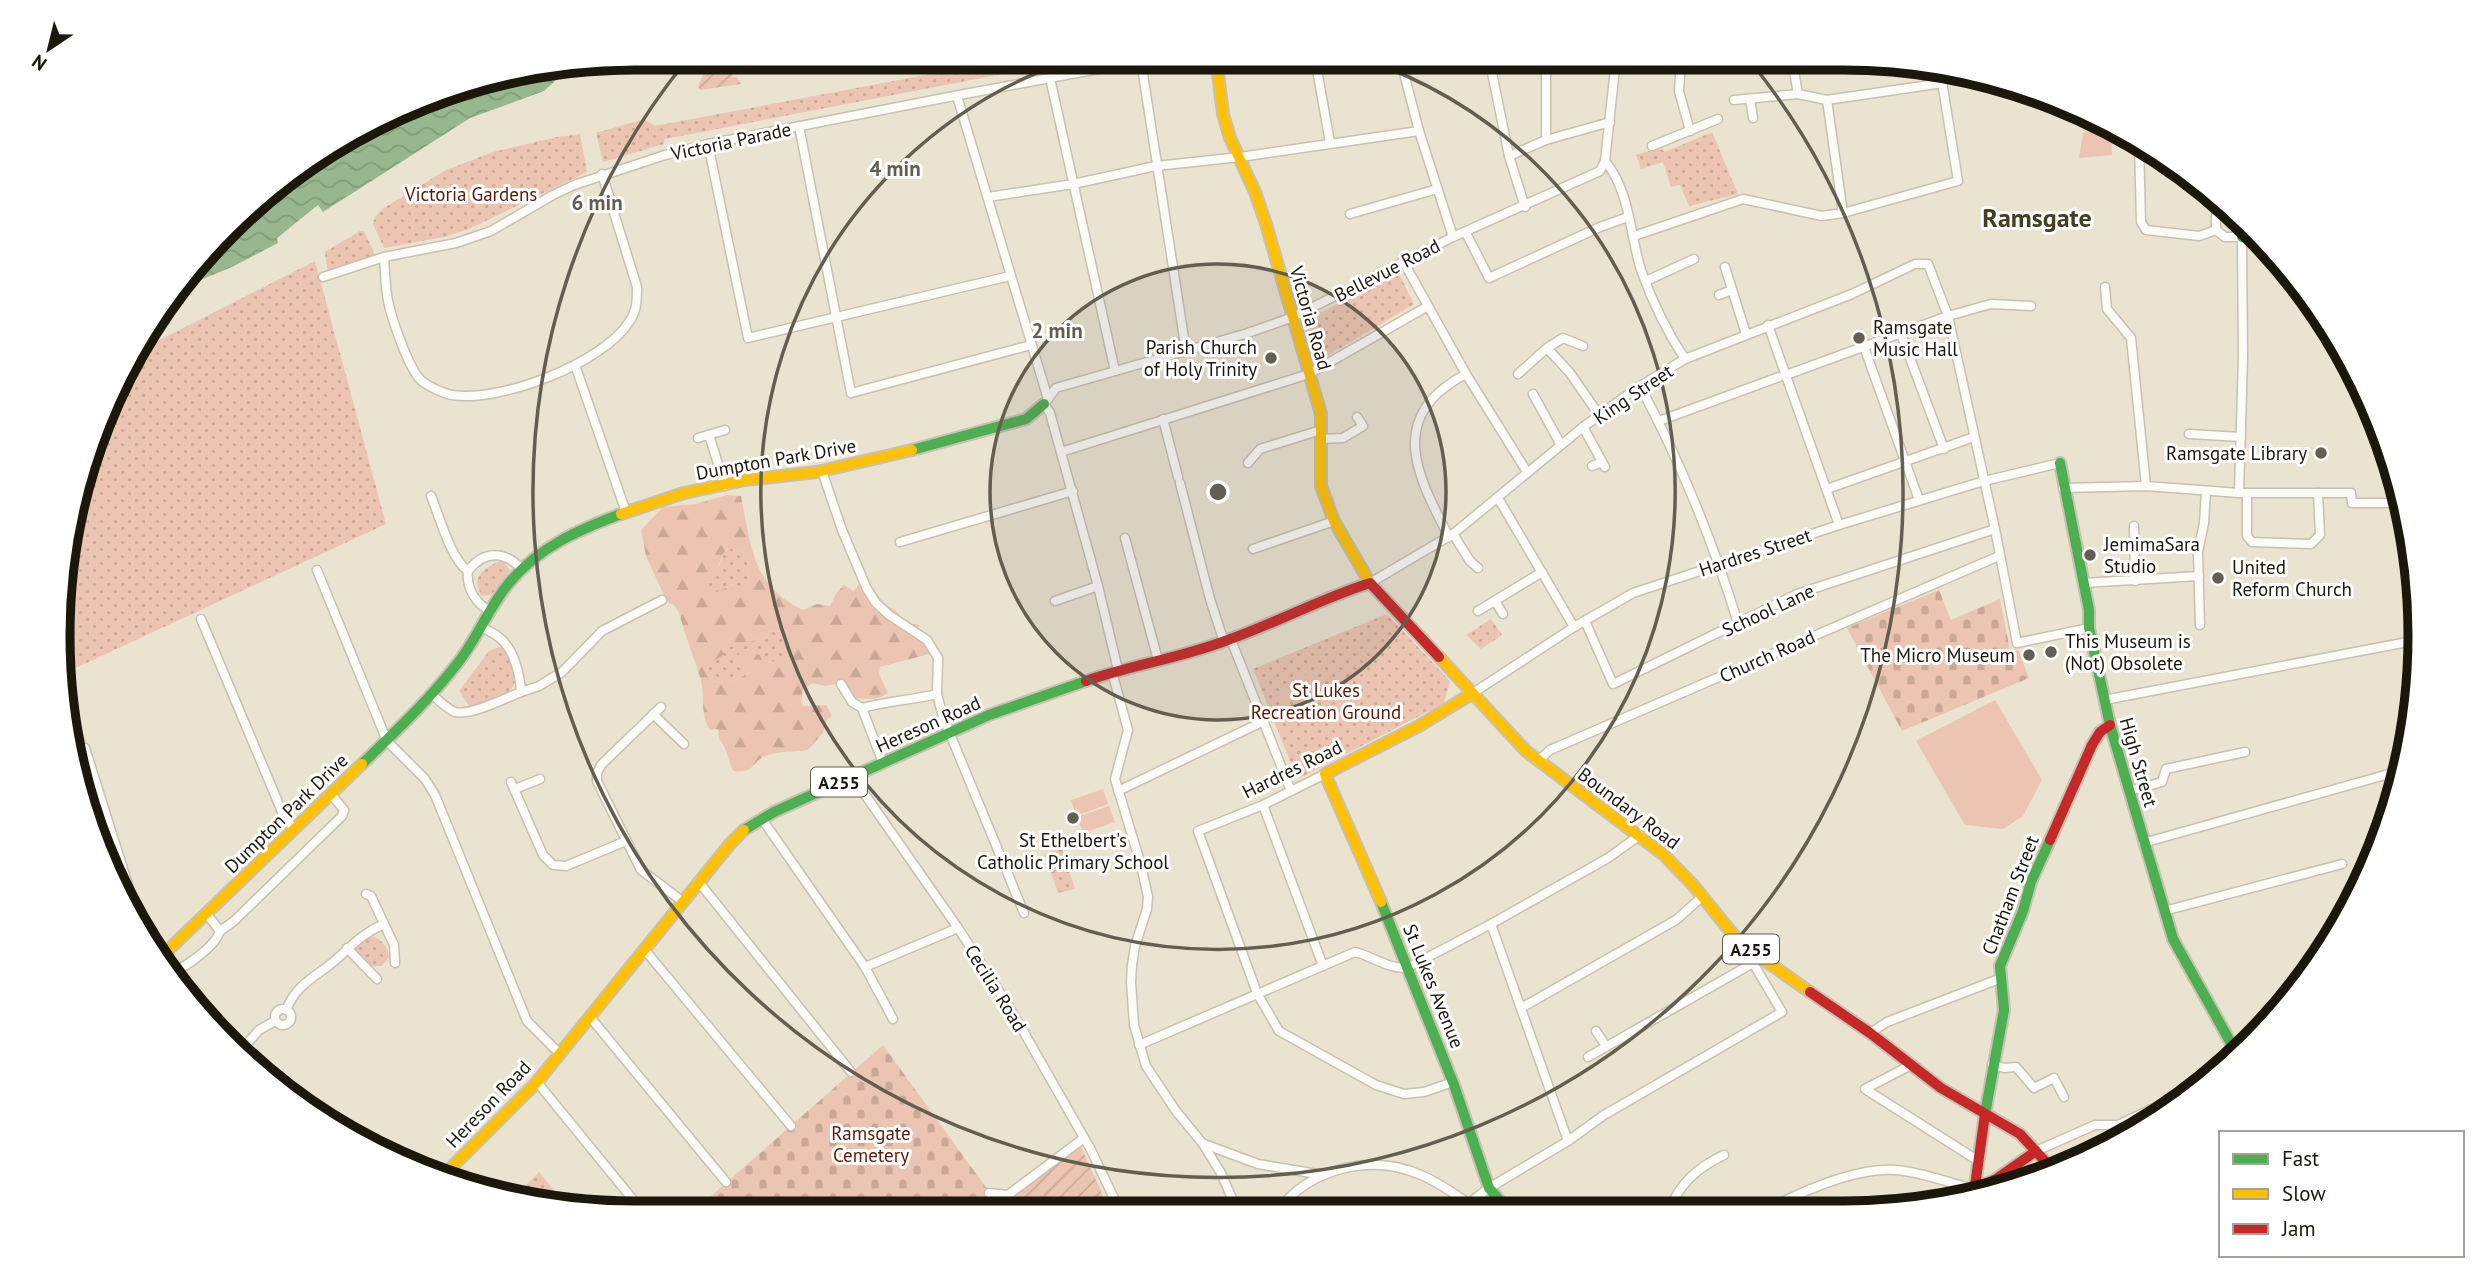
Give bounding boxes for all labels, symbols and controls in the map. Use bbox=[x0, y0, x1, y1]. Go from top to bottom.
north arrow bbox=[14, 14, 84, 84]
text: N bbox=[27, 50, 51, 76]
street label: Victoria Parade bbox=[668, 117, 793, 166]
text: 4 min bbox=[869, 155, 921, 182]
park label: Victoria Gardens bbox=[404, 182, 537, 206]
text: 6 min bbox=[571, 189, 623, 216]
district label: Ramsgate bbox=[1982, 201, 2092, 234]
street label: Bellevue Road bbox=[1330, 233, 1444, 307]
street label: Victoria Road bbox=[1284, 262, 1337, 373]
place label: Ramsgate Music Hall bbox=[1873, 315, 1958, 361]
text: 2 min bbox=[1031, 317, 1083, 344]
marker: Ramsgate Music Hall bbox=[1851, 330, 1867, 346]
place label: Parish Church of Holy Trinity bbox=[1144, 335, 1257, 381]
marker: Parish Church of Holy Trinity bbox=[1263, 350, 1279, 366]
street label: King Street bbox=[1589, 358, 1678, 429]
street label: Dumpton Park Drive bbox=[694, 433, 858, 485]
place label: Ramsgate Library bbox=[2166, 441, 2307, 465]
marker: Ramsgate Library bbox=[2313, 445, 2329, 461]
centre of rings bbox=[1206, 480, 1230, 504]
street label: Hardres Street bbox=[1696, 522, 1815, 581]
place label: JemimaSara Studio bbox=[2103, 532, 2200, 578]
marker: JemimaSara Studio bbox=[2082, 547, 2098, 563]
place label: United Reform Church bbox=[2232, 555, 2352, 601]
marker: United Reform Church bbox=[2210, 570, 2226, 586]
street label: School Lane bbox=[1718, 578, 1818, 642]
street label: Church Road bbox=[1715, 624, 1819, 688]
place label: This Museum is (Not) Obsolete bbox=[2065, 629, 2191, 675]
place label: The Micro Museum bbox=[1860, 643, 2015, 667]
marker: This Museum is (Not) Obsolete bbox=[2043, 644, 2059, 660]
marker: The Micro Museum bbox=[2021, 647, 2037, 663]
park label: St Lukes Recreation Ground bbox=[1251, 678, 1401, 724]
street label: Hereson Road bbox=[872, 690, 984, 758]
street label: High Street bbox=[2115, 714, 2163, 810]
street label: Hardres Road bbox=[1238, 734, 1346, 804]
street label: Dumpton Park Drive bbox=[219, 748, 353, 878]
street label: Boundary Road bbox=[1573, 762, 1685, 854]
road number: A255 bbox=[811, 768, 867, 796]
marker: St Ethelbert's Catholic Primary School bbox=[1065, 810, 1081, 826]
place label: St Ethelbert's Catholic Primary School bbox=[977, 828, 1169, 874]
street label: Chatham Street bbox=[1976, 831, 2044, 958]
street label: St Lukes Avenue bbox=[1398, 920, 1470, 1052]
road number: A255 bbox=[1723, 934, 1779, 964]
street label: Cecilia Road bbox=[960, 940, 1032, 1036]
street label: Hereson Road bbox=[440, 1055, 536, 1153]
park label: Ramsgate Cemetery bbox=[831, 1121, 911, 1167]
legend bbox=[2219, 1131, 2464, 1257]
text: Fast bbox=[2282, 1145, 2319, 1172]
text: Slow bbox=[2282, 1180, 2326, 1207]
text: Jam bbox=[2281, 1215, 2316, 1242]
——————————
[What the exercise asks]
Word-for-word output of the material above is needed, with the pictures left out.

[Your solution]
Give bounding boxes for all labels, symbols and controls in the map. Use bbox=[x0, y0, x1, y1]. Go from top to bottom.
north arrow bbox=[14, 14, 84, 84]
text: N bbox=[27, 50, 51, 76]
street label: Victoria Parade bbox=[668, 117, 793, 166]
text: 4 min bbox=[869, 155, 921, 182]
park label: Victoria Gardens bbox=[404, 182, 537, 206]
text: 6 min bbox=[571, 189, 623, 216]
district label: Ramsgate bbox=[1982, 201, 2092, 234]
street label: Bellevue Road bbox=[1330, 233, 1444, 307]
street label: Victoria Road bbox=[1284, 262, 1337, 373]
place label: Ramsgate Music Hall bbox=[1873, 315, 1958, 361]
text: 2 min bbox=[1031, 317, 1083, 344]
marker: Ramsgate Music Hall bbox=[1851, 330, 1867, 346]
place label: Parish Church of Holy Trinity bbox=[1144, 335, 1257, 381]
marker: Parish Church of Holy Trinity bbox=[1263, 350, 1279, 366]
street label: King Street bbox=[1589, 358, 1678, 429]
street label: Dumpton Park Drive bbox=[694, 433, 858, 485]
place label: Ramsgate Library bbox=[2166, 441, 2307, 465]
marker: Ramsgate Library bbox=[2313, 445, 2329, 461]
centre of rings bbox=[1206, 480, 1230, 504]
street label: Hardres Street bbox=[1696, 522, 1815, 581]
place label: JemimaSara Studio bbox=[2103, 532, 2200, 578]
marker: JemimaSara Studio bbox=[2082, 547, 2098, 563]
place label: United Reform Church bbox=[2232, 555, 2352, 601]
marker: United Reform Church bbox=[2210, 570, 2226, 586]
street label: School Lane bbox=[1718, 578, 1818, 642]
street label: Church Road bbox=[1715, 624, 1819, 688]
place label: This Museum is (Not) Obsolete bbox=[2065, 629, 2191, 675]
place label: The Micro Museum bbox=[1860, 643, 2015, 667]
marker: This Museum is (Not) Obsolete bbox=[2043, 644, 2059, 660]
marker: The Micro Museum bbox=[2021, 647, 2037, 663]
park label: St Lukes Recreation Ground bbox=[1251, 678, 1401, 724]
street label: Hereson Road bbox=[872, 690, 984, 758]
street label: High Street bbox=[2115, 714, 2163, 810]
street label: Hardres Road bbox=[1238, 734, 1346, 804]
street label: Dumpton Park Drive bbox=[219, 748, 353, 878]
street label: Boundary Road bbox=[1573, 762, 1685, 854]
road number: A255 bbox=[811, 768, 867, 796]
marker: St Ethelbert's Catholic Primary School bbox=[1065, 810, 1081, 826]
place label: St Ethelbert's Catholic Primary School bbox=[977, 828, 1169, 874]
street label: Chatham Street bbox=[1976, 831, 2044, 958]
street label: St Lukes Avenue bbox=[1398, 920, 1470, 1052]
road number: A255 bbox=[1723, 934, 1779, 964]
street label: Cecilia Road bbox=[960, 940, 1032, 1036]
street label: Hereson Road bbox=[440, 1055, 536, 1153]
park label: Ramsgate Cemetery bbox=[831, 1121, 911, 1167]
legend bbox=[2219, 1131, 2464, 1257]
text: Fast bbox=[2282, 1145, 2319, 1172]
text: Slow bbox=[2282, 1180, 2326, 1207]
text: Jam bbox=[2281, 1215, 2316, 1242]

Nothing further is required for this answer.